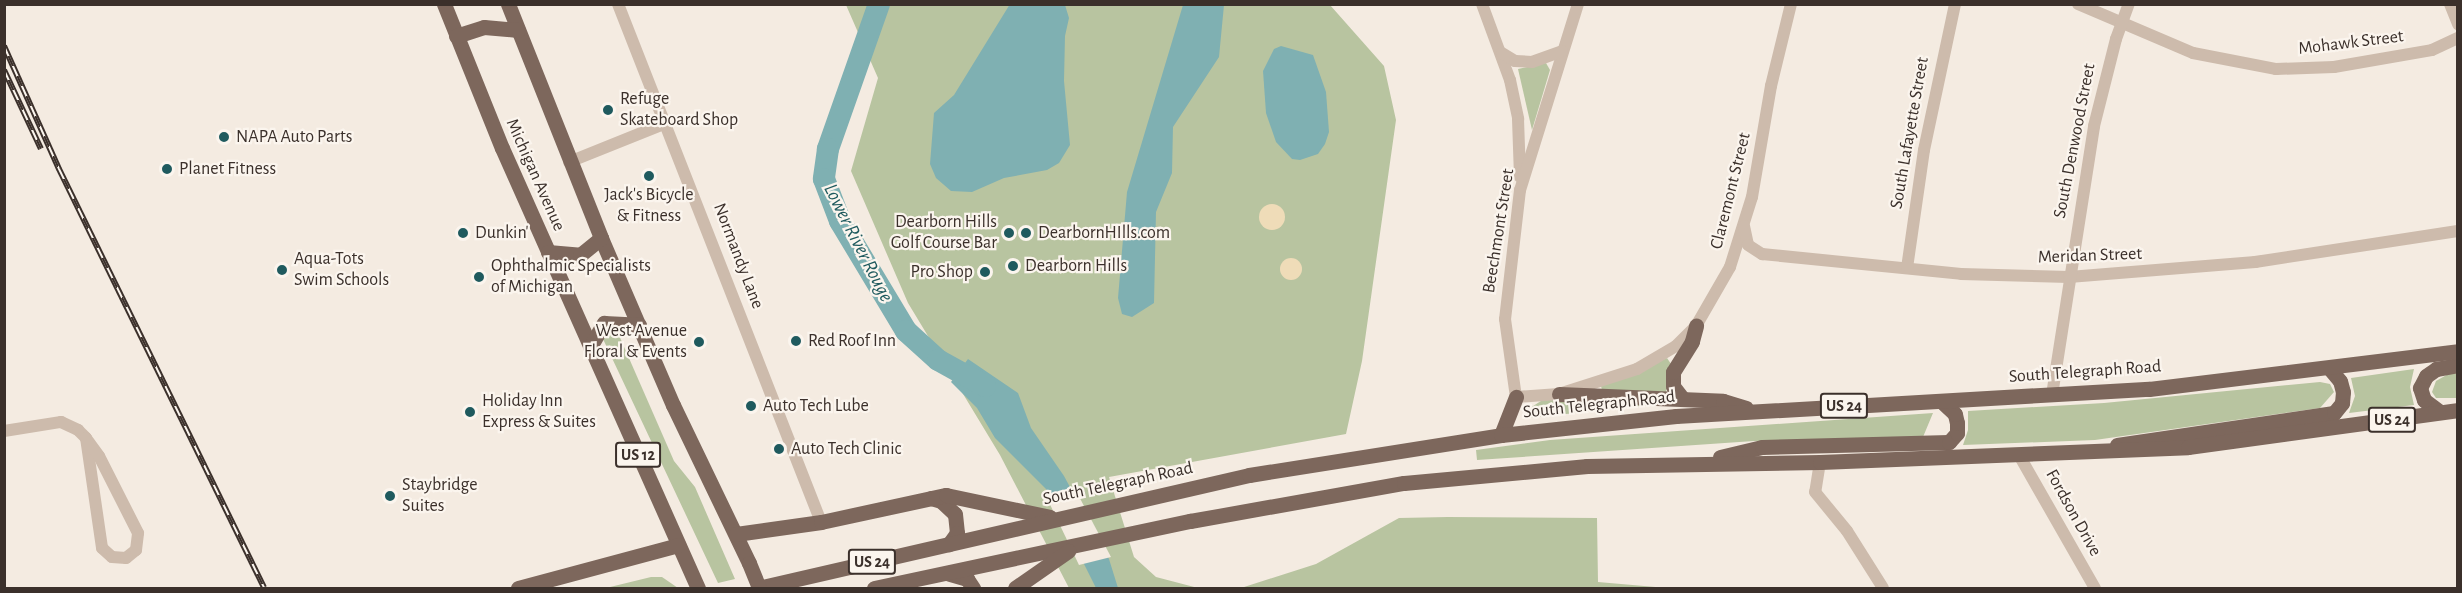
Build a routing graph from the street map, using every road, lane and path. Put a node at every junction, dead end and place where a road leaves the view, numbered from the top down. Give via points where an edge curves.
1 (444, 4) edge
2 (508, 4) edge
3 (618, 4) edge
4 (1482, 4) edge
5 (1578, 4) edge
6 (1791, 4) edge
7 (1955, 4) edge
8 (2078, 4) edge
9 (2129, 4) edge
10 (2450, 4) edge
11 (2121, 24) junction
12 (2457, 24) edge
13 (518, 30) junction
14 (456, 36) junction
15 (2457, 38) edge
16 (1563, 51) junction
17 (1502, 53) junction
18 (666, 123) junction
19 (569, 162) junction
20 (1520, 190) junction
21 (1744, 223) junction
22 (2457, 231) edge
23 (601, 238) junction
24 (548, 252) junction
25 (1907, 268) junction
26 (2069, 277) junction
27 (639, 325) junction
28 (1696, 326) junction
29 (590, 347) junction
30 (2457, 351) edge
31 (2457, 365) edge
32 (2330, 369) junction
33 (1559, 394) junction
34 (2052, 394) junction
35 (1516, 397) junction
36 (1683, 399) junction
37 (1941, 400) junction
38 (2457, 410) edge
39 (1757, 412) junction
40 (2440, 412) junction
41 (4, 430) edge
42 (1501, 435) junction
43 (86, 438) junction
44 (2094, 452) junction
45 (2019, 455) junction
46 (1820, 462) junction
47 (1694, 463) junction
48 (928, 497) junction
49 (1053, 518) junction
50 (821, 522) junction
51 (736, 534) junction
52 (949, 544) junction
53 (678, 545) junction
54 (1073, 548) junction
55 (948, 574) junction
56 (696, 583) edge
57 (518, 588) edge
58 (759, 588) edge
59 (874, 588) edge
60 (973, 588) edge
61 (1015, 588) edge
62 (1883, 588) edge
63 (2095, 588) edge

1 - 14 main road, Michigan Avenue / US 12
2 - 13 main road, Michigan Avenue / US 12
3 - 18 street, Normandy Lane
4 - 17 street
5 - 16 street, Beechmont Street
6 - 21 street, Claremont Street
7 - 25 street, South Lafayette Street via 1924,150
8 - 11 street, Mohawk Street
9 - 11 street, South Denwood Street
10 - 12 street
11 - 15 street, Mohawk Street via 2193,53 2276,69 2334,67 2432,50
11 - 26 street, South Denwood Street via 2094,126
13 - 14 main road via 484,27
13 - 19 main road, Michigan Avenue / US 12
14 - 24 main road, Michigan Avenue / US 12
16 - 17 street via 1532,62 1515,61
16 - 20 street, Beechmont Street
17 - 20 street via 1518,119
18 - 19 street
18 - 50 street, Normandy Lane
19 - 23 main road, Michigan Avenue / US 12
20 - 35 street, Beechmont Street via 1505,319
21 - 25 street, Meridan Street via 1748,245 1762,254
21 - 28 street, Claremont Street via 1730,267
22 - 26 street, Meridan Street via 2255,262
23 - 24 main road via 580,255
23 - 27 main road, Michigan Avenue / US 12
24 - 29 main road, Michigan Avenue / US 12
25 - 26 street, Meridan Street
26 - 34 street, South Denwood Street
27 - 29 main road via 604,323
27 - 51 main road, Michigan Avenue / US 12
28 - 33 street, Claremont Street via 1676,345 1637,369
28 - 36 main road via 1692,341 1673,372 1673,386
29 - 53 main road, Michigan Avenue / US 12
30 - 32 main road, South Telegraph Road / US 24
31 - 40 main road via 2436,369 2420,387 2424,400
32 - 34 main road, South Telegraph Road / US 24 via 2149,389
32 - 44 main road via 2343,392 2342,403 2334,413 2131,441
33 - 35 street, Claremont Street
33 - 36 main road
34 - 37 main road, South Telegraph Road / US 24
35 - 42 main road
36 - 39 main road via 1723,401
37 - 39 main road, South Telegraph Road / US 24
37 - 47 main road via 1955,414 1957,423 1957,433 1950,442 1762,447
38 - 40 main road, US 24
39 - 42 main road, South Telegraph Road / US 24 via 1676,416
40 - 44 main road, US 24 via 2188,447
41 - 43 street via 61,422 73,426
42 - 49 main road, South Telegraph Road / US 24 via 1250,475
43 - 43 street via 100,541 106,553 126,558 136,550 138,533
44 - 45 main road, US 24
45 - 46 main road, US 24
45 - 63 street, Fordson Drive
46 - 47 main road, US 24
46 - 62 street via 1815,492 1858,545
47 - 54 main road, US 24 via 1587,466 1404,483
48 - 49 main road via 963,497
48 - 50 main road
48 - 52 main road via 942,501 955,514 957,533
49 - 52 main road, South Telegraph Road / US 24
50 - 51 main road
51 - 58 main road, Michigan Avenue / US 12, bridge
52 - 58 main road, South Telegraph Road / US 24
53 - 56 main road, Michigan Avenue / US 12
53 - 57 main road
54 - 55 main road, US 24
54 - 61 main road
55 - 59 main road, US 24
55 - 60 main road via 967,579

• • • • •

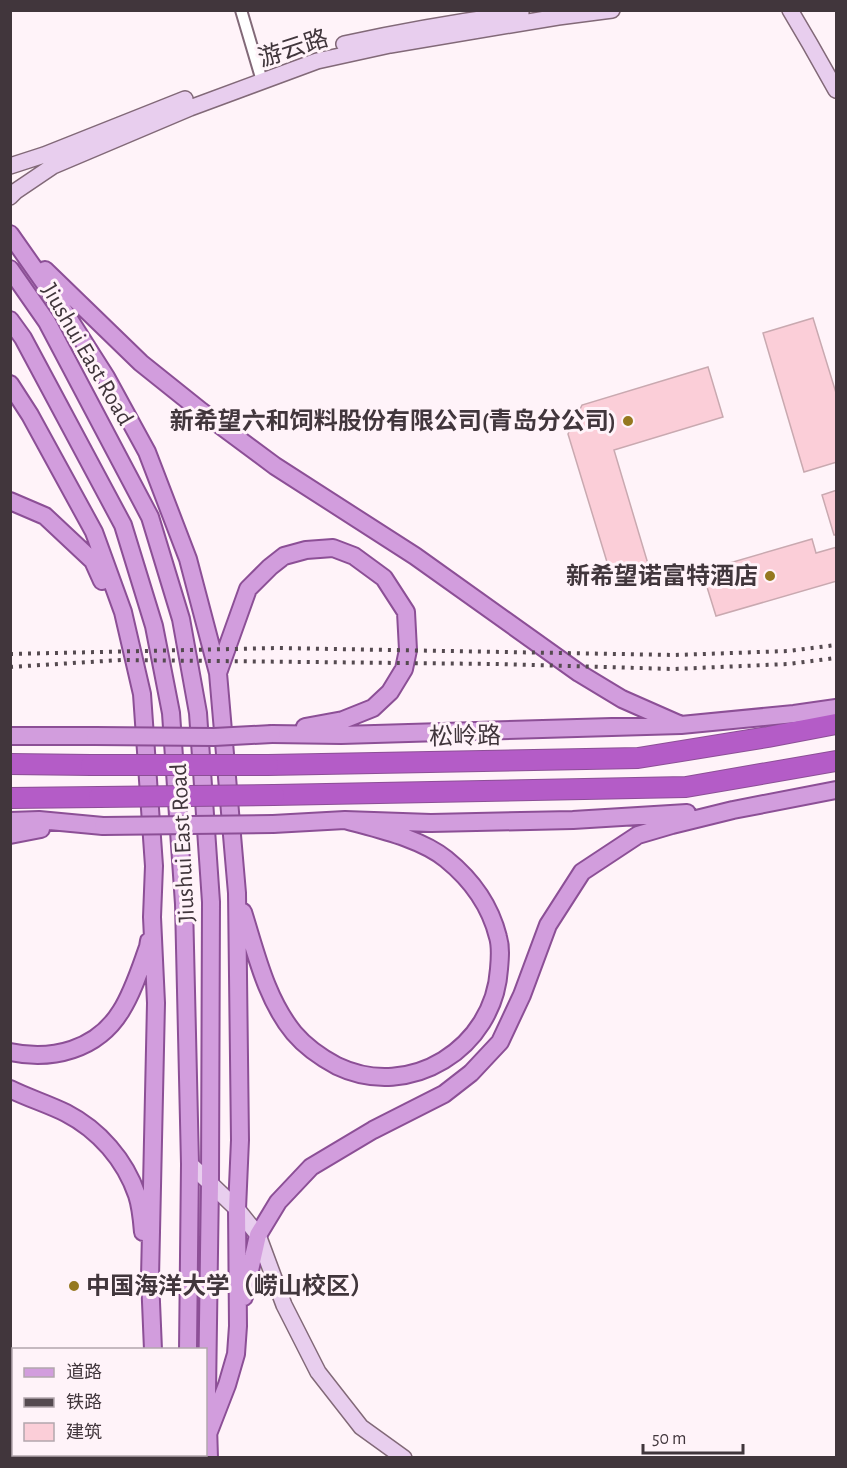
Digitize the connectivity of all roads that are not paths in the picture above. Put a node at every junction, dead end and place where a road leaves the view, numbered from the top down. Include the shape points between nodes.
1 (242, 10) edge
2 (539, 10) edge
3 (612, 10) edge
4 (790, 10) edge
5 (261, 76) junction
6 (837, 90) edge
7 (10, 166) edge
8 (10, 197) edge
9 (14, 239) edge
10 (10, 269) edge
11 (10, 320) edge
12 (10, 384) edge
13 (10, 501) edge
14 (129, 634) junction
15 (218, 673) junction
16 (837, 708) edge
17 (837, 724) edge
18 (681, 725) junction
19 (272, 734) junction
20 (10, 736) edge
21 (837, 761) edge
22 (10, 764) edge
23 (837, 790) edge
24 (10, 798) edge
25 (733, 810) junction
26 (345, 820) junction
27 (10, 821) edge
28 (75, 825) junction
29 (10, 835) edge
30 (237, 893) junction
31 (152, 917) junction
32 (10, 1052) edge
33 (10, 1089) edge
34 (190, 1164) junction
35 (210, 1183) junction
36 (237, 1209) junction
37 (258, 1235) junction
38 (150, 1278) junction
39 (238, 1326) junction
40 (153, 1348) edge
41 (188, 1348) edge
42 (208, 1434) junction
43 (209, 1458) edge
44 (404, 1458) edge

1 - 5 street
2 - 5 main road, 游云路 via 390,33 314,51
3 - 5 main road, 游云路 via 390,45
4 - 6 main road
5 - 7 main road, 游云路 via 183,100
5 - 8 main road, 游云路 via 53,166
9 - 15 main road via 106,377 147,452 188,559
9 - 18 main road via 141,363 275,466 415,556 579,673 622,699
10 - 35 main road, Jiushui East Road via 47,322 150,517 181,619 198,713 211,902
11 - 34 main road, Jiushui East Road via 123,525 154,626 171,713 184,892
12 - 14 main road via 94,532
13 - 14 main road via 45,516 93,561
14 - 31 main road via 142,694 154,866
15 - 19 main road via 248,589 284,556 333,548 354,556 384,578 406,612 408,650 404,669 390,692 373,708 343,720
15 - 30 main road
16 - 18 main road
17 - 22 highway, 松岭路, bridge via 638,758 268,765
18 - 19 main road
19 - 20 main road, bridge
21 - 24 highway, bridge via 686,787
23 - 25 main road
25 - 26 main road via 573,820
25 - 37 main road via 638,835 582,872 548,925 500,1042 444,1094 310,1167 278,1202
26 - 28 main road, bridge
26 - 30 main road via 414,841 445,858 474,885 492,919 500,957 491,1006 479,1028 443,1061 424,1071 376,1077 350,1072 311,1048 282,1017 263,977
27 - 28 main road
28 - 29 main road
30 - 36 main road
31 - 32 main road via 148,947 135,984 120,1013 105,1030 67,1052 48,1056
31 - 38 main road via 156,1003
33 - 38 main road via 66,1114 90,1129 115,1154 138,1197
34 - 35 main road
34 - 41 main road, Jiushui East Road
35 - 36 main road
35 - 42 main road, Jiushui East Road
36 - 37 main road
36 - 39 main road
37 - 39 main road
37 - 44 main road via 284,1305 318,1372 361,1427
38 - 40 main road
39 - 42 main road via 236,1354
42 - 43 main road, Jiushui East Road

• • • • •

Take from the listing above each line in which the string "every" is found.

- RESPONSE AREA:
Build a routing graph from the street map, using every road, lane and path. Put a node at every junction, dead end and place where a road leaves the view, numbered from the top down. Give via points where an edge curves.
Digitize the connectivity of all roads that are not paths in the picture above. Put a node at every junction, dead end and place where a road leaves the view, numbered from the top down. Include the shape points between nodes.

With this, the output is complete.